Working for the automotive industry for many years, I’ve seen the conversations and expectations evolve. Now, people are more interested in the brand philosophy and values. Having a good product is not enough for a generation that is making more conscious choices and demanding brands to stand up for social and environmental issues. By replacing product content with brand content, we are more likely to engage a broader audience, some of whom aren’t looking to buy a car – but can still become a brand admirer.

Social media won’t single-handedly save car brands – but it’s a necessity to engage with future audiences. Put the brand at the forefront of social strategy, listen to what people have to say, and look forward to the long-term payoff. 

Overtake the business model, and talk to young customers

Like building brand awareness and value, talking to young people is a slow and long journey. Most of them will not be buying cars now, but they may do in the future. However, the way they buy cars is changing.  

Subscription models are gaining traction, but it’s still not as flexible as some younger drivers would like. This is the generation used to hailing rides and using apps to bring a car right to their doorstep.

The current business model is not travelling at the same speed as the customer, and digital solutions have to try and bridge the gap between the customer and the industry. 

However, without changing the business model, building in more transparency and flexibility in communications will be essential to attract an audience that still sees car ownership as a headache.

Rethink the car purchase journey

As much as the digital solutions have changed the way people buy cars, the purchase journey still follows the same three steps: configure a car online, book a test-drive and visit a dealership. 

5 out of 10 car buyers will say that buying a car is a hassle, they feel overwhelmed with information and will rely on the dealer to get more clarity over things.

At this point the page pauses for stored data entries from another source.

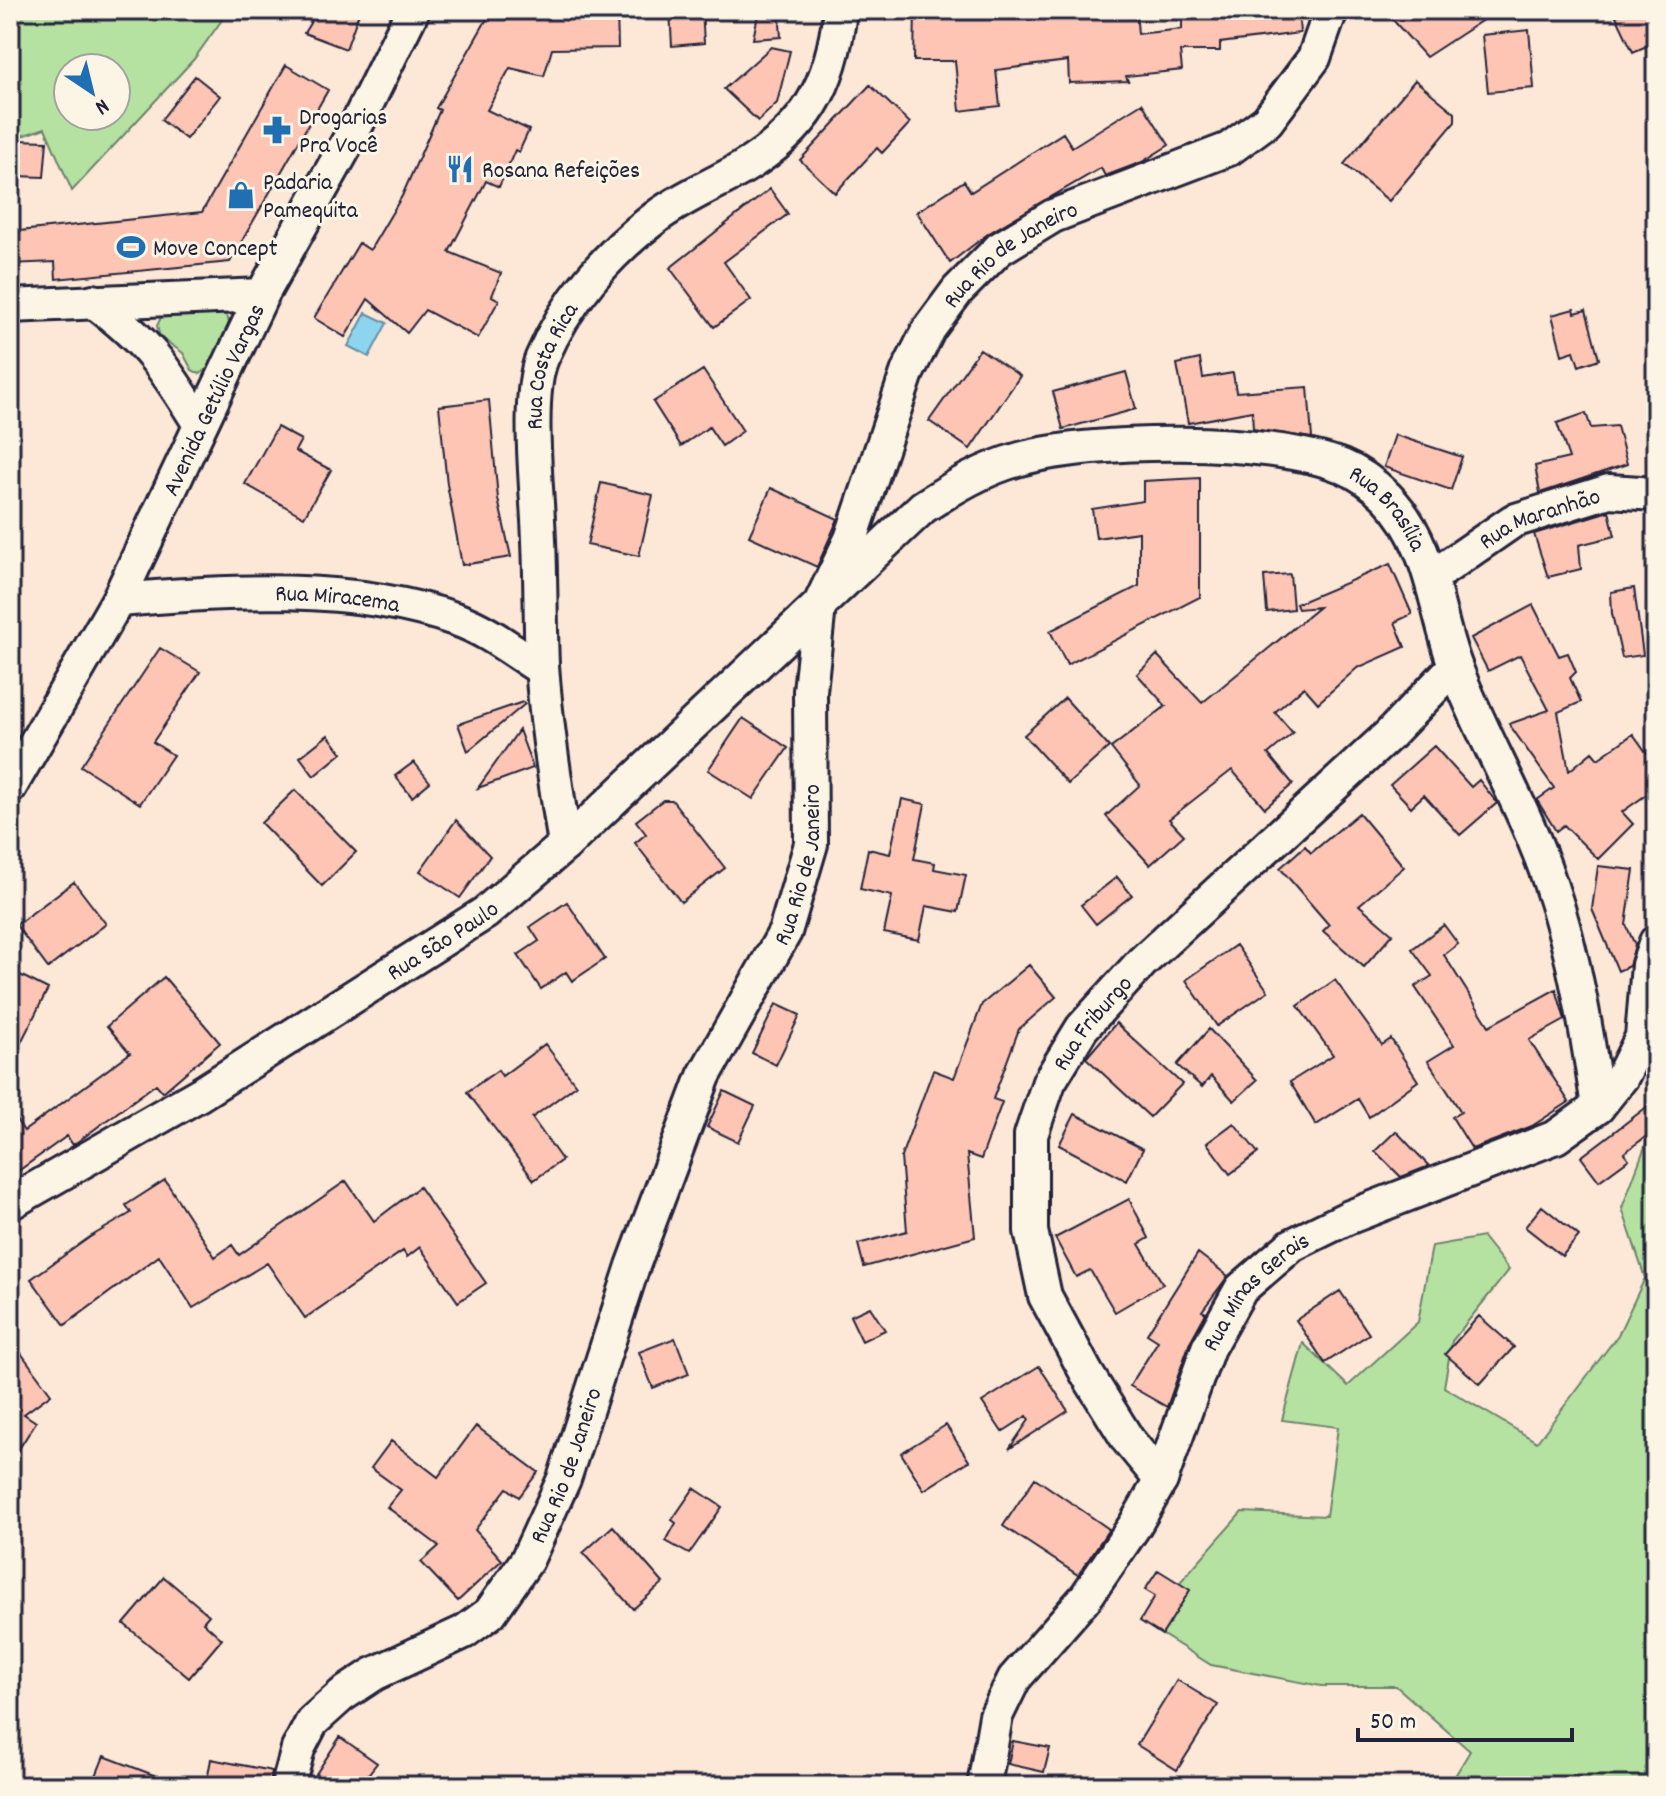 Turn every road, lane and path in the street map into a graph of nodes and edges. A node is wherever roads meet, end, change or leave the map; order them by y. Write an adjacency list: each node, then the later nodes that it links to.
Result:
1 (413, 10): 4 (street, Avenida Getúlio Vargas)
2 (840, 10): 13 (street, Rua Costa Rica)
3 (1331, 10): 11 (street, Rua Rio de Janeiro)
4 (262, 295): 5 (street); 7 (street, Avenida Getúlio Vargas)
5 (93, 301): 6 (street); 7 (street)
6 (10, 306)
7 (199, 423): 10 (street, Avenida Getúlio Vargas)
8 (1656, 494): 9 (street, Rua Maranhão)
9 (1432, 577): 11 (street, Rua Brasília); 12 (street, Rua Brasília)
10 (118, 600): 13 (street, Rua Miracema); 14 (street, Avenida Getúlio Vargas)
11 (819, 606): 15 (street, Rua São Paulo); 20 (street, Rua Rio de Janeiro)
12 (1455, 666): 17 (street, Rua Brasília); 19 (street, Rua Friburgo)
13 (542, 669): 15 (street, Rua Costa Rica)
14 (10, 787)
15 (565, 845): 18 (street, Rua São Paulo)
16 (1656, 942): 17 (street, Rua Minas Gerais)
17 (1598, 1107): 19 (street, Rua Minas Gerais)
18 (10, 1203)
19 (1161, 1480): 21 (street, Rua Minas Gerais)
20 (288, 1786)
21 (984, 1786) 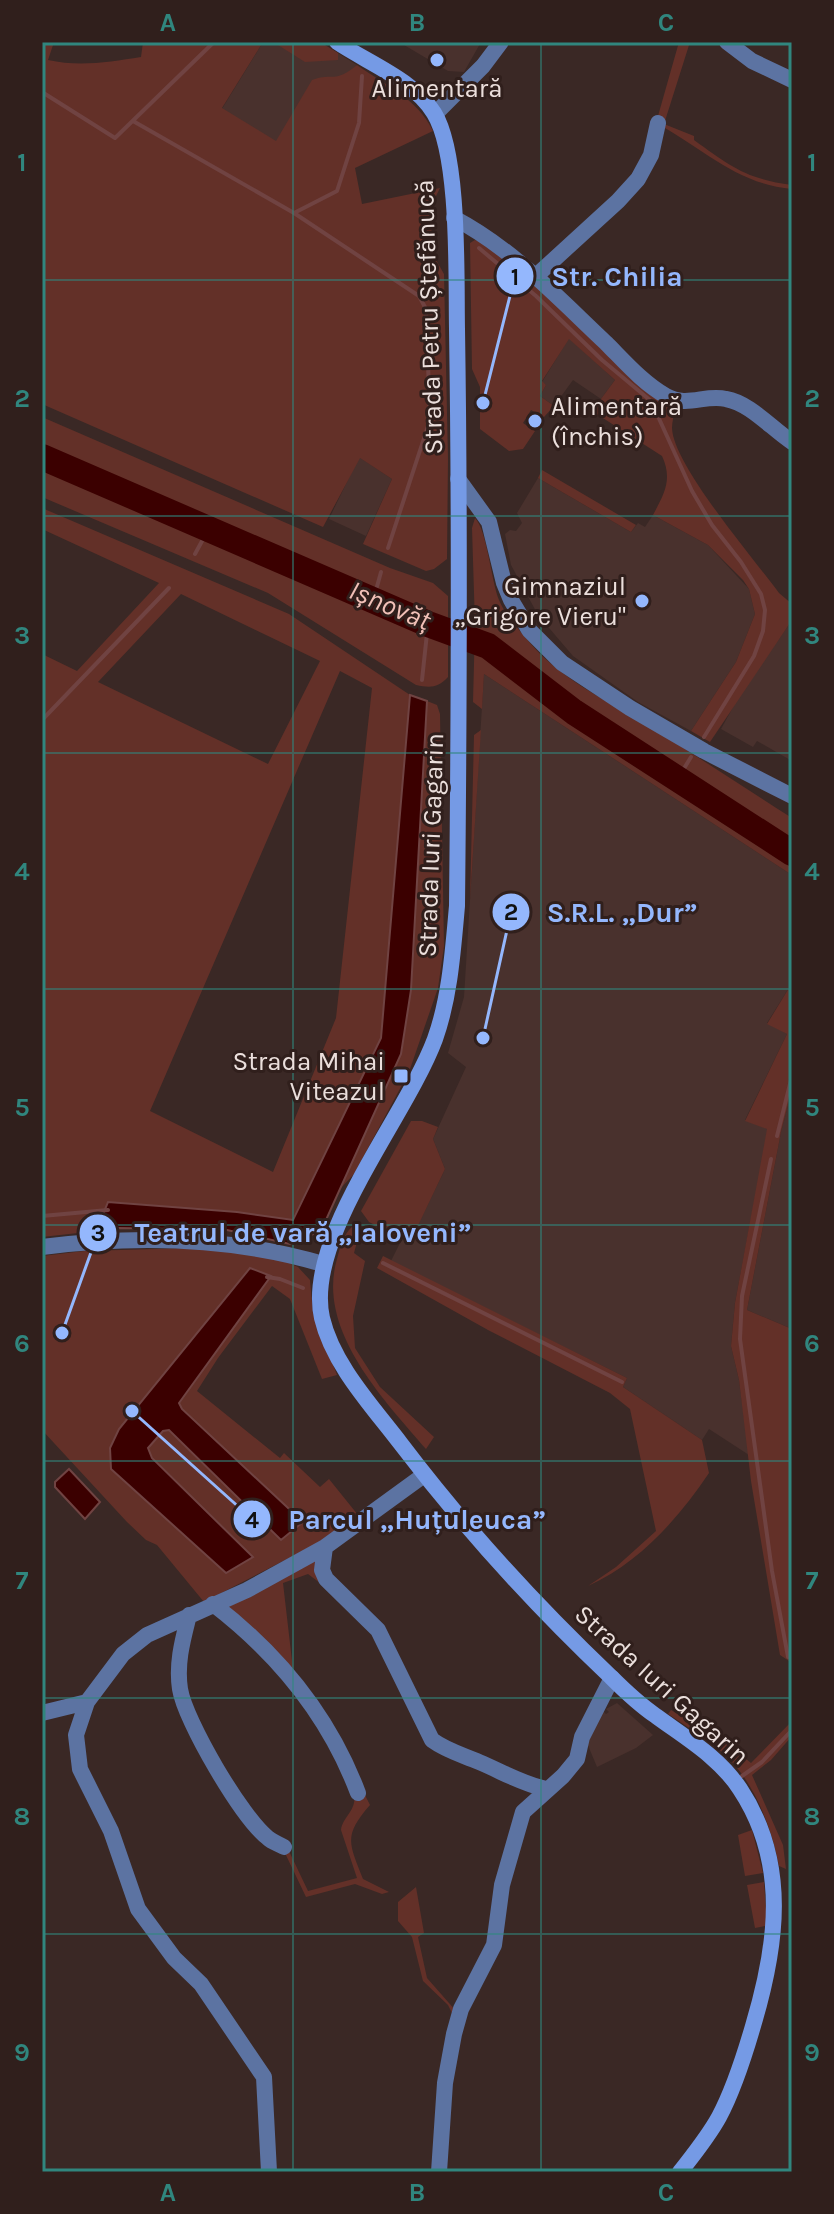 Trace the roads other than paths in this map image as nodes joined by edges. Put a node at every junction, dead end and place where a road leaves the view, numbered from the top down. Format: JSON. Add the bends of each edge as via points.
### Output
{"nodes":[{"id":1,"x":337,"y":42,"type":"edge"},
{"id":2,"x":501,"y":42,"type":"edge"},
{"id":3,"x":727,"y":42,"type":"edge"},
{"id":4,"x":792,"y":80,"type":"edge"},
{"id":5,"x":435,"y":114,"type":"junction"},
{"id":6,"x":658,"y":123,"type":"dead end"},
{"id":7,"x":454,"y":218,"type":"junction"},
{"id":8,"x":536,"y":276,"type":"junction"},
{"id":9,"x":792,"y":442,"type":"edge"},
{"id":10,"x":458,"y":479,"type":"junction"},
{"id":11,"x":459,"y":595,"type":"joint"},
{"id":12,"x":792,"y":796,"type":"edge"},
{"id":13,"x":42,"y":1247,"type":"edge"},
{"id":14,"x":323,"y":1264,"type":"junction"},
{"id":15,"x":424,"y":1475,"type":"junction"},
{"id":16,"x":325,"y":1547,"type":"junction"},
{"id":17,"x":213,"y":1604,"type":"junction"},
{"id":18,"x":189,"y":1615,"type":"junction"},
{"id":19,"x":612,"y":1678,"type":"junction"},
{"id":20,"x":87,"y":1702,"type":"junction"},
{"id":21,"x":42,"y":1713,"type":"edge"},
{"id":22,"x":546,"y":1789,"type":"junction"},
{"id":23,"x":358,"y":1793,"type":"dead end"},
{"id":24,"x":284,"y":1847,"type":"dead end"},
{"id":25,"x":269,"y":2172,"type":"edge"},
{"id":26,"x":439,"y":2172,"type":"edge"},
{"id":27,"x":680,"y":2172,"type":"edge"}],
"edges":[{"from":1,"to":5,"type":"main road","name":"Strada Petru Ștefănucă","via":[[398,79]]},
{"from":2,"to":5,"type":"street"},
{"from":3,"to":4,"type":"street"},
{"from":5,"to":7,"type":"main road","name":"Strada Petru Ștefănucă","via":[[448,156]]},
{"from":6,"to":8,"type":"street","via":[[651,155],[638,179]]},
{"from":7,"to":8,"type":"street","via":[[485,234]]},
{"from":7,"to":10,"type":"main road","name":"Strada Petru Ștefănucă"},
{"from":8,"to":9,"type":"street","via":[[666,396],[692,402],[734,401]]},
{"from":10,"to":11,"type":"main road","name":"Strada Petru Ștefănucă"},
{"from":10,"to":12,"type":"street","via":[[489,522],[511,600],[529,630],[562,663],[654,722]]},
{"from":11,"to":14,"type":"main road","name":"Strada Iuri Gagarin","via":[[457,906],[443,1012],[423,1067],[342,1215]]},
{"from":13,"to":14,"type":"street","via":[[120,1240],[203,1242],[261,1247]]},
{"from":14,"to":15,"type":"main road","name":"Strada Iuri Gagarin","via":[[321,1312],[331,1342]]},
{"from":15,"to":16,"type":"street"},
{"from":15,"to":19,"type":"main road","name":"Strada Iuri Gagarin","via":[[517,1582]]},
{"from":16,"to":17,"type":"street"},
{"from":16,"to":22,"type":"street","via":[[326,1579],[378,1630],[432,1740],[512,1779]]},
{"from":17,"to":18,"type":"street"},
{"from":17,"to":23,"type":"street","via":[[268,1652],[323,1719]]},
{"from":18,"to":20,"type":"street","via":[[147,1635],[123,1654]]},
{"from":18,"to":24,"type":"street","via":[[178,1677],[188,1717],[248,1816],[267,1838]]},
{"from":19,"to":22,"type":"street","via":[[582,1737],[577,1759]]},
{"from":19,"to":27,"type":"main road","name":"Strada Iuri Gagarin","via":[[733,1778],[761,1828],[773,1883],[770,1964],[745,2054],[717,2120]]},
{"from":20,"to":21,"type":"street"},
{"from":20,"to":25,"type":"street","via":[[76,1735],[80,1769],[111,1831],[138,1909],[201,1984],[264,2077]]},
{"from":22,"to":26,"type":"street","via":[[523,1812],[502,1885],[494,1945],[461,2009],[447,2063]]}]} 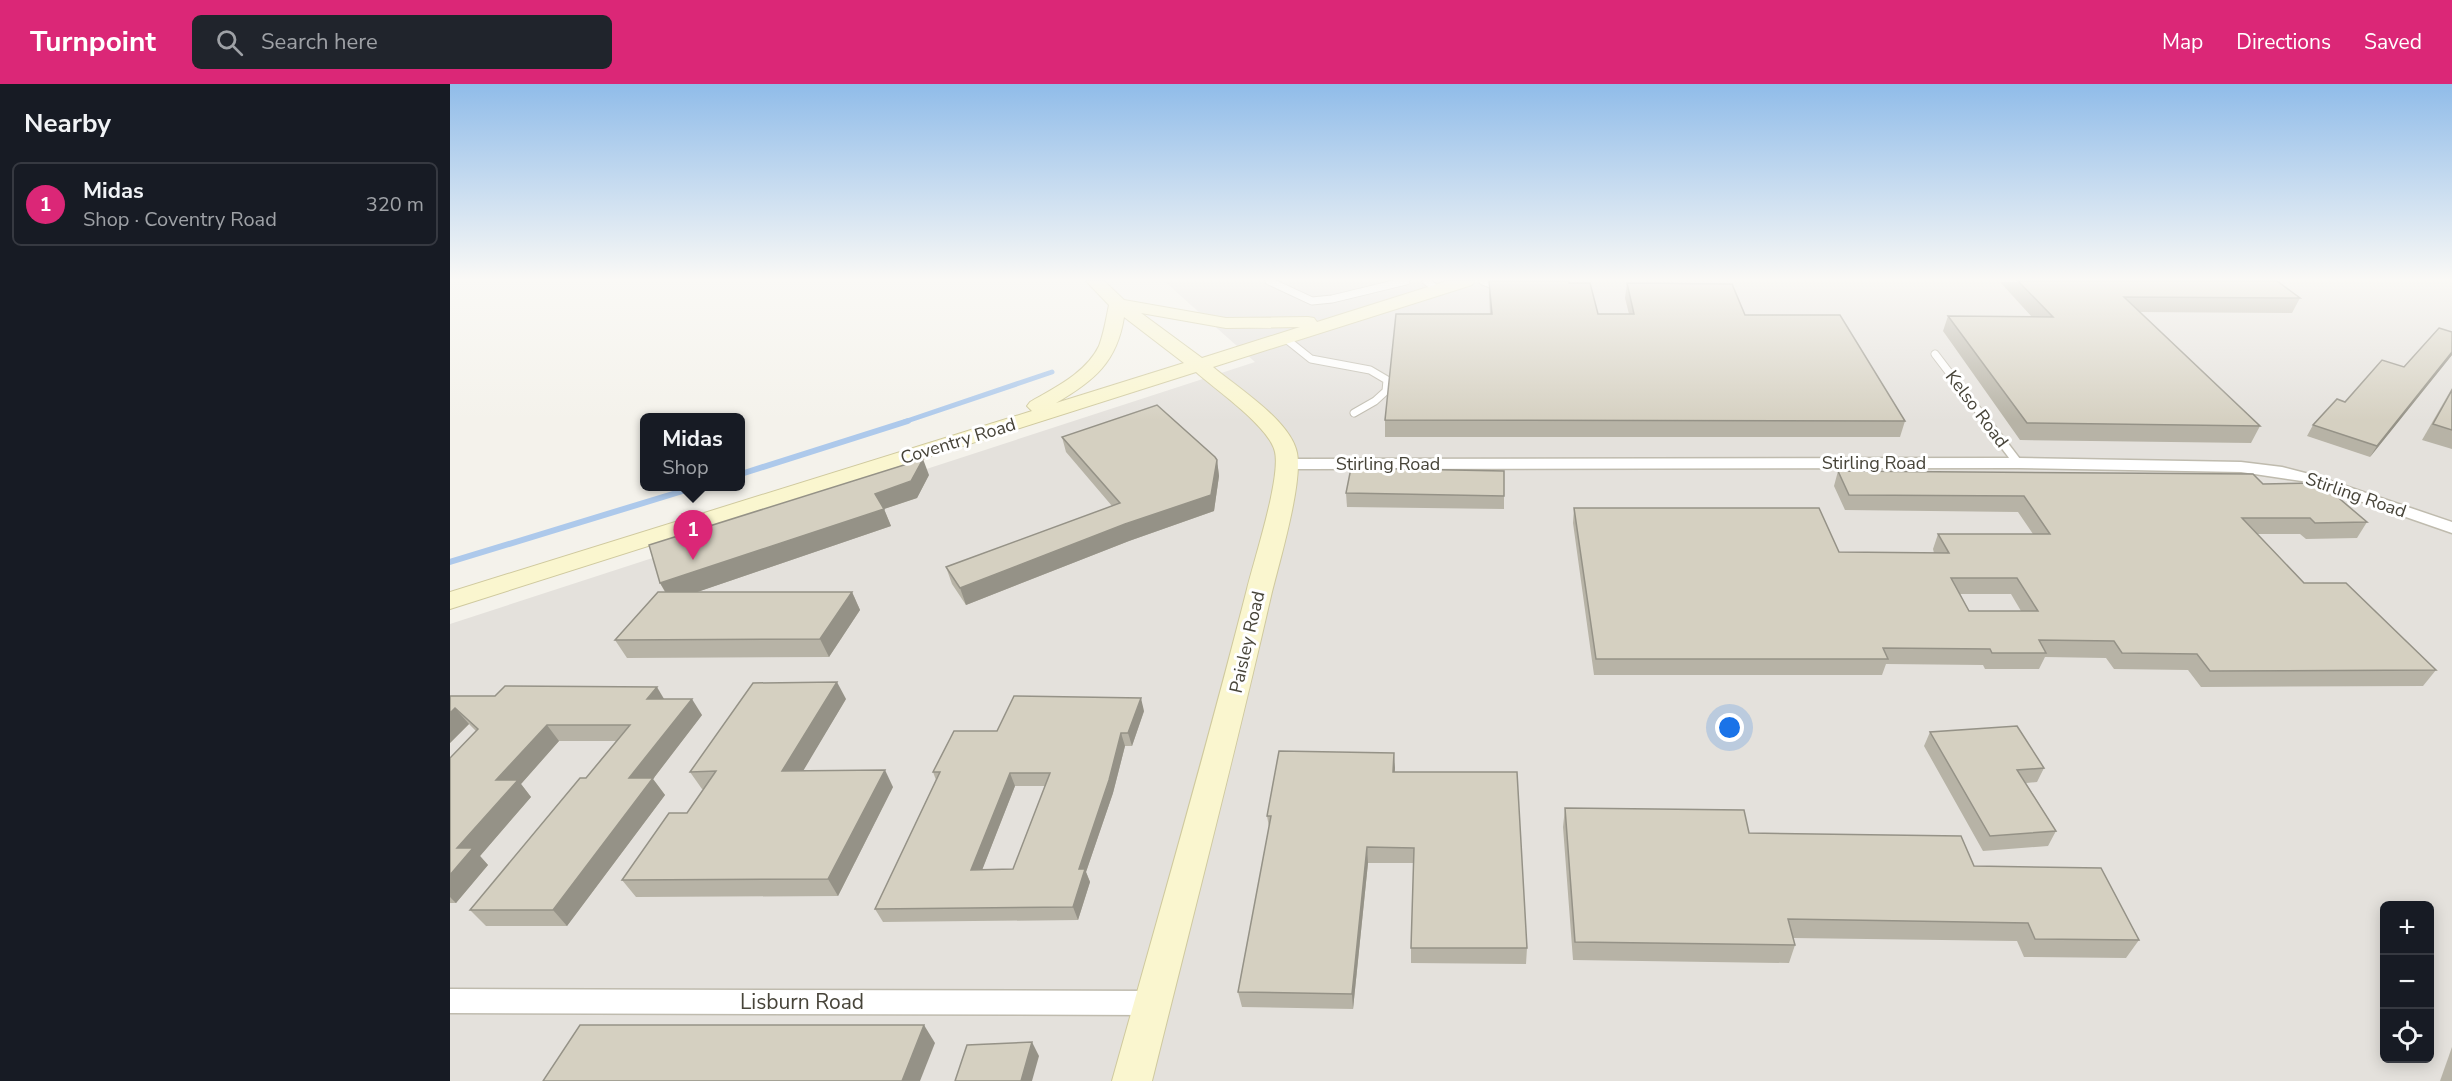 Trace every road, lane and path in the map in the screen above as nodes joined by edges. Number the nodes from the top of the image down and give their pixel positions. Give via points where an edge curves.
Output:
1 (1112, 328) edge
2 (1149, 328) edge
3 (1324, 328) edge
4 (1286, 339) junction
5 (1935, 354) dead end
6 (1200, 366) junction
7 (1354, 414) dead end
8 (987, 432) junction
9 (1287, 464) junction
10 (2018, 464) junction
11 (2452, 528) edge
12 (450, 601) edge
13 (450, 1001) edge
14 (1153, 1003) junction
15 (1132, 1081) edge

1 - 8 main road via 1107,348 1084,377
2 - 6 main road, Paisley Road
3 - 4 main road, Coventry Road
4 - 6 main road, Coventry Road
4 - 7 lane via 1310,359 1359,367 1384,376 1386,391
5 - 10 lane, Kelso Road
6 - 8 main road, Coventry Road
6 - 9 main road, Paisley Road via 1276,430 1286,451
8 - 12 main road, Coventry Road
9 - 10 street, Stirling Road
9 - 14 main road, Paisley Road via 1237,683
10 - 11 street, Stirling Road via 2241,467 2282,472
13 - 14 street, Lisburn Road
14 - 15 main road, Paisley Road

But going to a dealership is only the final part of the journey, if the brand is not providing the right information, at the right time, and in the right manner, it loses the chance of the customer getting to the final step.

With ecommerce becoming more common for the automotive industry, we also have to rethink the customer experience, building solutions that are more flexible, uncomplicated and (even) fun.

Ultimately, building an excellent customer experience is fundamental for the future of the automotive industry, even more for a generation already used to doing everything online. Communications can be a powerful tool to modernise the industry and, even if it can’t save it alone, comms can take a lead role in shifting the car buying experience overall.